Mais cela me donne envie d'en savoir plus sur cet auteur de l'école du Montana, capable de produire des pages si fraiches et originales.
S'il vous prend l'envie de plonger dans les rivières d'Eden pour une cure de jouvence...

Pas d'accord !

3 étoiles

Critique de Lejak (Metz, Inscrit le 24 septembre 2007, 44 ans) - 13 décembre 2011

J'ai lu et terriblement apprécié le livre de Rick Bass sur la quête quasi mystique des Grizzlis dans la chaîne de montagne les San Juan.

Je me suis donc jeté sur un autre de ses ouvrages, évitant Winter dans un 1er temps, car très facile à trouver en librairie, lui préférant Platte River, dernier et unique exemplaire dans les linéaires d'un grand vendeur de culture ...

Quelle ne fut pas ma déception de découvrir 3 nouvelles (j'aurais préféré un roman) qui m'ont fait halluciner par leur manque total d'intérêt.

Les personnages sont peu crédibles, ne sont absolument pas ancrés dans une quelconque réalité, et les histoires ne nous mènent nulle part. Il n'y a pas de fin, pas de chute.

Je n'y ai pris aucun plaisir. Tout ça pour moi n'a aucun sens !
J'ai l'impression de relire du Annie PROULX (voir mes critiques).
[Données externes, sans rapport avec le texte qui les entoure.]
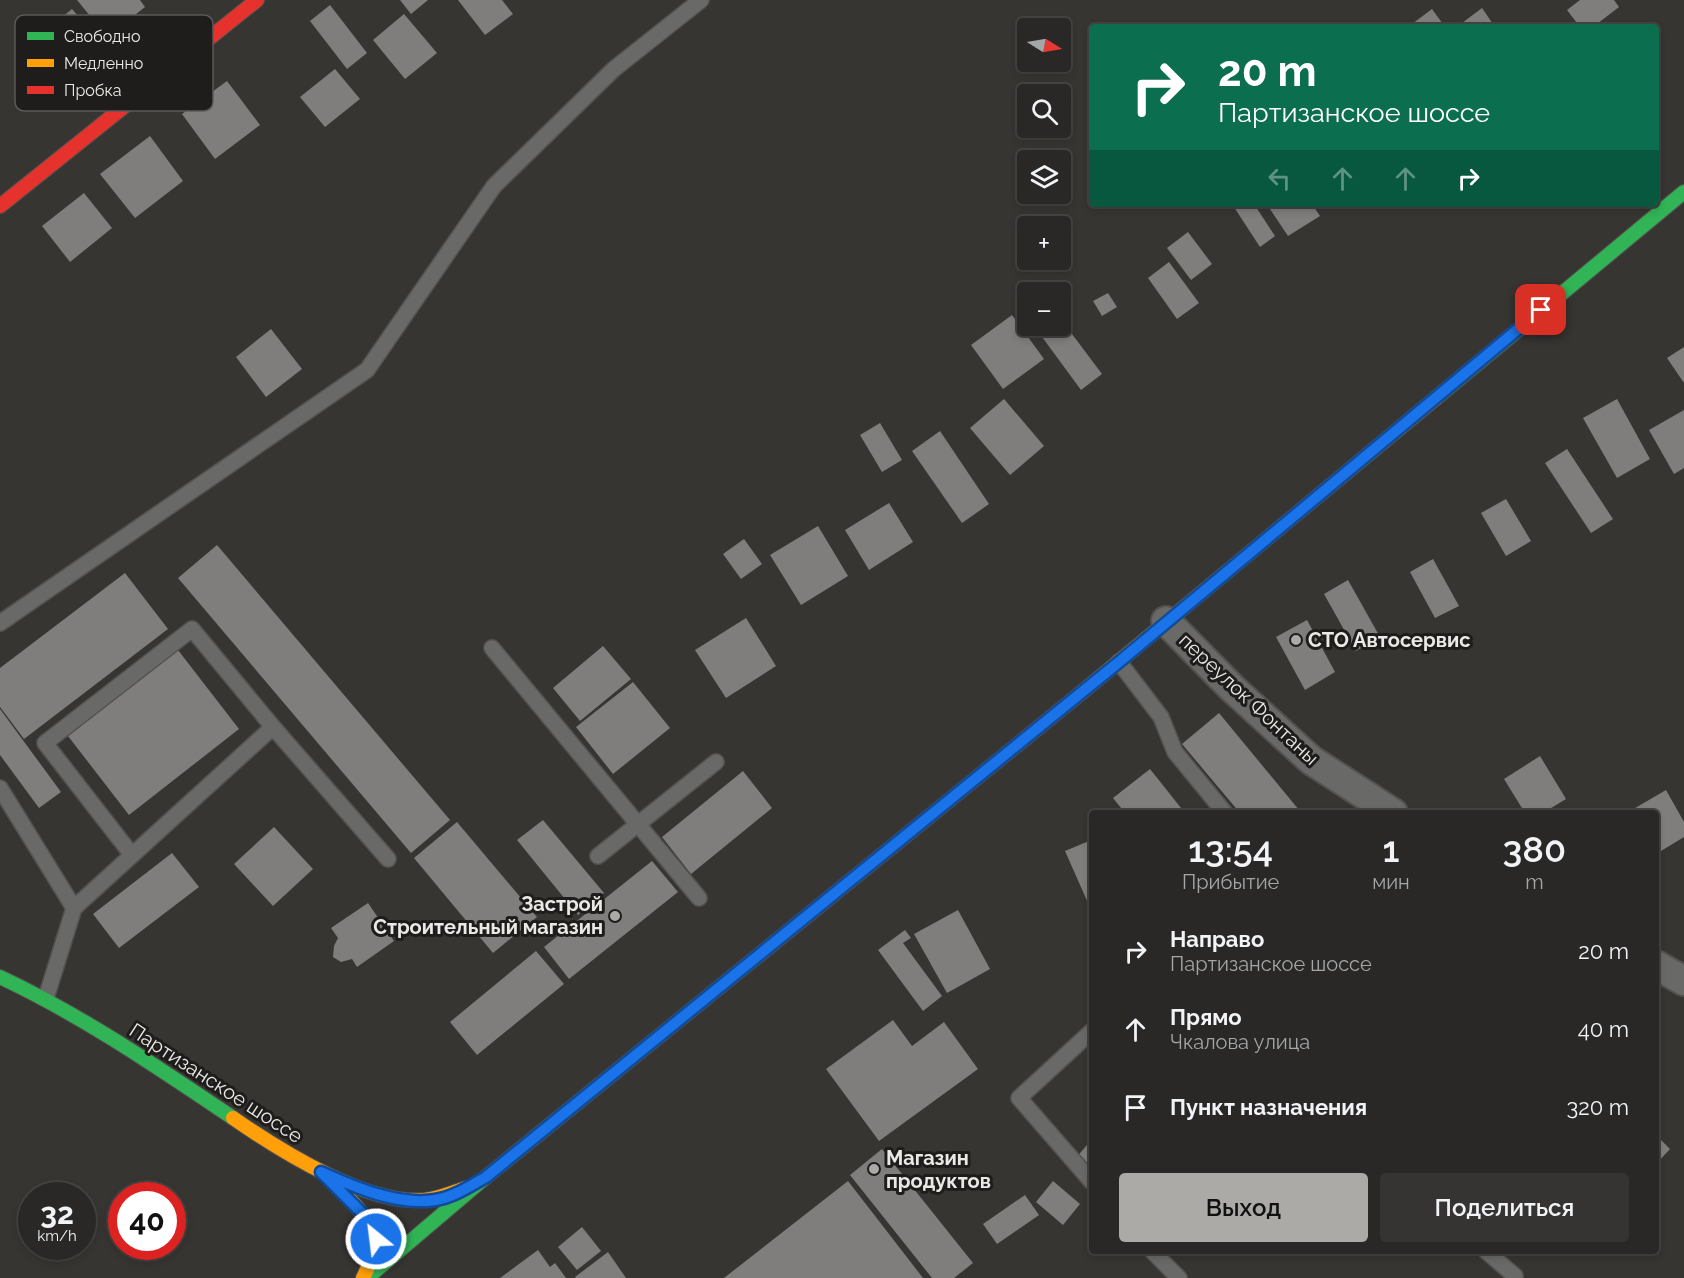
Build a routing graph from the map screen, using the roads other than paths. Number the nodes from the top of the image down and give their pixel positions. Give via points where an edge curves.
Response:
1 (257, 0) edge
2 (701, 0) edge
3 (213, 35) edge
4 (119, 111) edge
5 (1684, 192) edge
6 (0, 206) edge
7 (1166, 621) junction
8 (0, 623) edge
9 (492, 648) dead end
10 (1119, 662) junction
11 (273, 727) junction
12 (716, 762) dead end
13 (0, 788) edge
14 (1223, 810) edge
15 (1388, 810) edge
16 (132, 855) junction
17 (598, 856) dead end
18 (387, 860) dead end
19 (699, 898) dead end
20 (74, 908) junction
21 (1659, 967) edge
22 (0, 977) edge
23 (1684, 981) edge
24 (46, 998) junction
25 (1089, 1034) edge
26 (321, 1172) junction
27 (486, 1177) junction
28 (1089, 1179) edge
29 (1155, 1254) edge
30 (1489, 1254) edge
31 (1515, 1276) dead end
32 (365, 1278) edge
33 (1179, 1278) edge

1 - 3 main road
2 - 8 lane via 614,69 494,186 367,370
4 - 6 main road
5 - 7 main road
7 - 10 main road
7 - 15 street, переулок Фонтаны via 1311,760
9 - 19 lane
10 - 14 lane via 1161,717 1175,752
10 - 27 main road
11 - 16 lane
11 - 16 lane via 192,629 45,743
11 - 18 lane
12 - 17 lane
13 - 20 lane
16 - 20 lane
20 - 24 lane
21 - 23 street
22 - 24 main road, Партизанское шоссе
24 - 26 main road, Партизанское шоссе via 144,1057 273,1147
25 - 28 lane via 1019,1098
26 - 27 main road, Партизанское шоссе via 360,1188 416,1200 459,1193
26 - 32 main road via 355,1204 375,1230 375,1249
27 - 32 main road
29 - 33 lane
30 - 31 lane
La même !

Heureusement que j'ai lu les "Grizzlys" avant celui-ci, car je crois bien que je serais passé à côté, dans la cas contraire.

majestueux

10 étoiles

Critique de Fairouz (strasbourg, Inscrite le 22 novembre 2007, 47 ans) - 22 novembre 2007

merci beaucoup jules de m'avoir donné envie de découvrir rick bass, il fait désormais partie de mes auteurs préférés. l’écriture est admirable, les personnages sont tout à la fois profonds et si simples. à lire absolument.